Sólo que el deporte y el boxeo, poco a poco, se han ido desvirtuando para dar paso a la farsa deportiva, circense. El enfrentamiento en el circo romano de reciarios contra el gladiador del tridente o la espada; Jesse Owen corría contra caballos y perros; Clay contra Iñoki, Chuck Wepner, uno de los pocos que puso en la lona al orgullo de Louisville, Kectucky, el que volaba como mariposa y picaba como abeja, en su infortunado combate ante André el Gigante; la reciente prueba de Michael Phelps con su patada de delfín ante un tiburón. Dentro de poco, acaso veamos a un tenista contra un bateador. ¡Roger Federer contra Babe Ruth!... La manada resiste todo, exige a gritos que le tomen el pelo y paga por ello y lo disfruta.
Brillo engañoso y artificial de actores mediocres de una farsa en la que se insultan antes de combatir —algunos sin conocerse, tal vez crean que deben odiar a su adversario— y arrastran a una multitud a formar parte de una farsa junto con la televisión y los comunicadores.
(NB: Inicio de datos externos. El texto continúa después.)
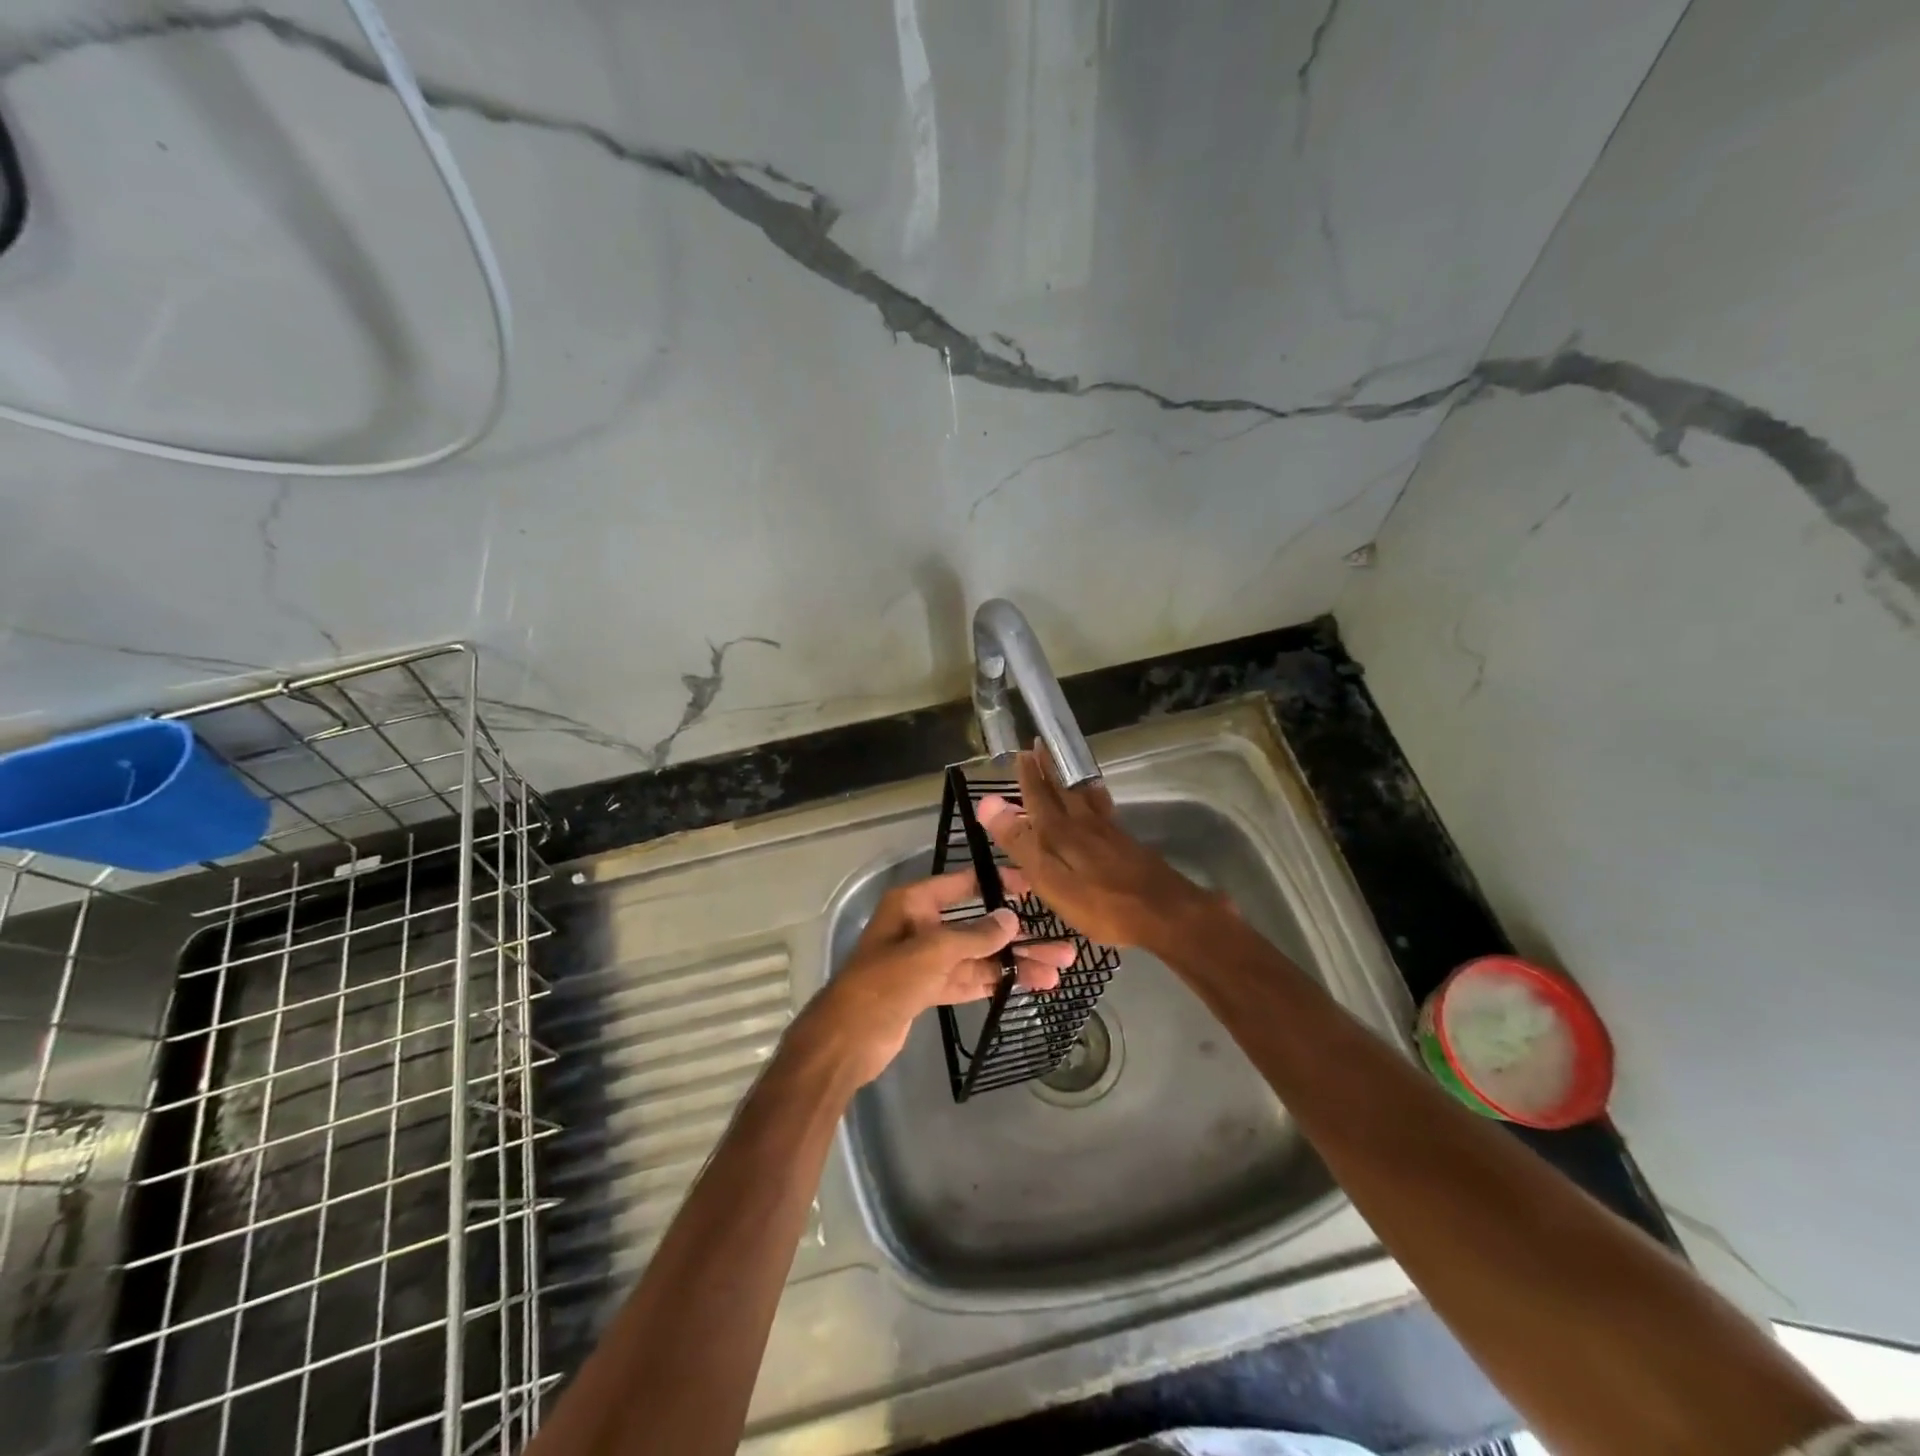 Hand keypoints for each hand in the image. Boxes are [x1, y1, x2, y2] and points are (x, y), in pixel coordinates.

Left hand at [799, 866, 1077, 1086]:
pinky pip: (969, 979)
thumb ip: (974, 935)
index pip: (963, 884)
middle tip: (1062, 946)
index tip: (1034, 887)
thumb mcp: (932, 952)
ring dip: (1014, 963)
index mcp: (914, 904)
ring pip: (978, 957)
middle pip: (978, 926)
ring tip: (1057, 971)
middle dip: (1018, 937)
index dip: (998, 883)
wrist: (846, 1040)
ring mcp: (926, 960)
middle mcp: (921, 926)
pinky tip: (1029, 985)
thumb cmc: (885, 983)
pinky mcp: (928, 990)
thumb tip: (1011, 920)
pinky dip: (995, 982)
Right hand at [976, 746, 1214, 948]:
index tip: (1021, 753)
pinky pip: (1103, 809)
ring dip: (1070, 779)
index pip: (1039, 797)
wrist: (1165, 914)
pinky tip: (1097, 802)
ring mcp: (1109, 833)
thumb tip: (989, 803)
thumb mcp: (1051, 879)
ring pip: (1085, 796)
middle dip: (1049, 769)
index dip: (1028, 777)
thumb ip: (1021, 842)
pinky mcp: (1126, 844)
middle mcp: (1085, 824)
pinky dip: (1093, 796)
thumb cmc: (1101, 904)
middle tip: (1040, 746)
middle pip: (1063, 790)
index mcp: (1061, 833)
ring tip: (1065, 765) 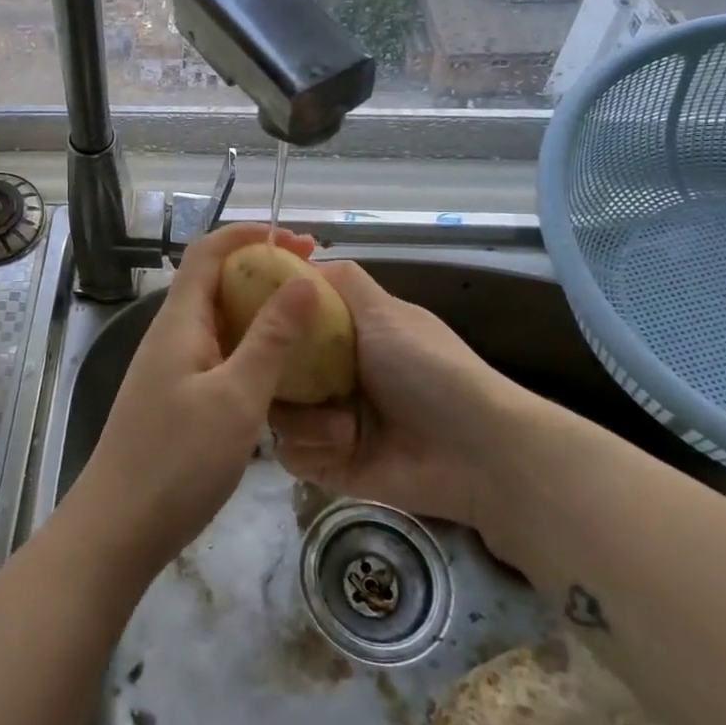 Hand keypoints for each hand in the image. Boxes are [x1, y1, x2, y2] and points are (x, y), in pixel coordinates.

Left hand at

Todos engloban una farsa.
Los nuevos consumidores consumen farsa. Y lo hacen conforme la Ley Gresham, en la que “la moneda mala expulsa a la buena”; si circula oro o plata se conserva, por eso se sustituye por papel. Los buenos combates de antaño han sido desplazados por las peleas mediocres de hogaño. El boxeo languidece.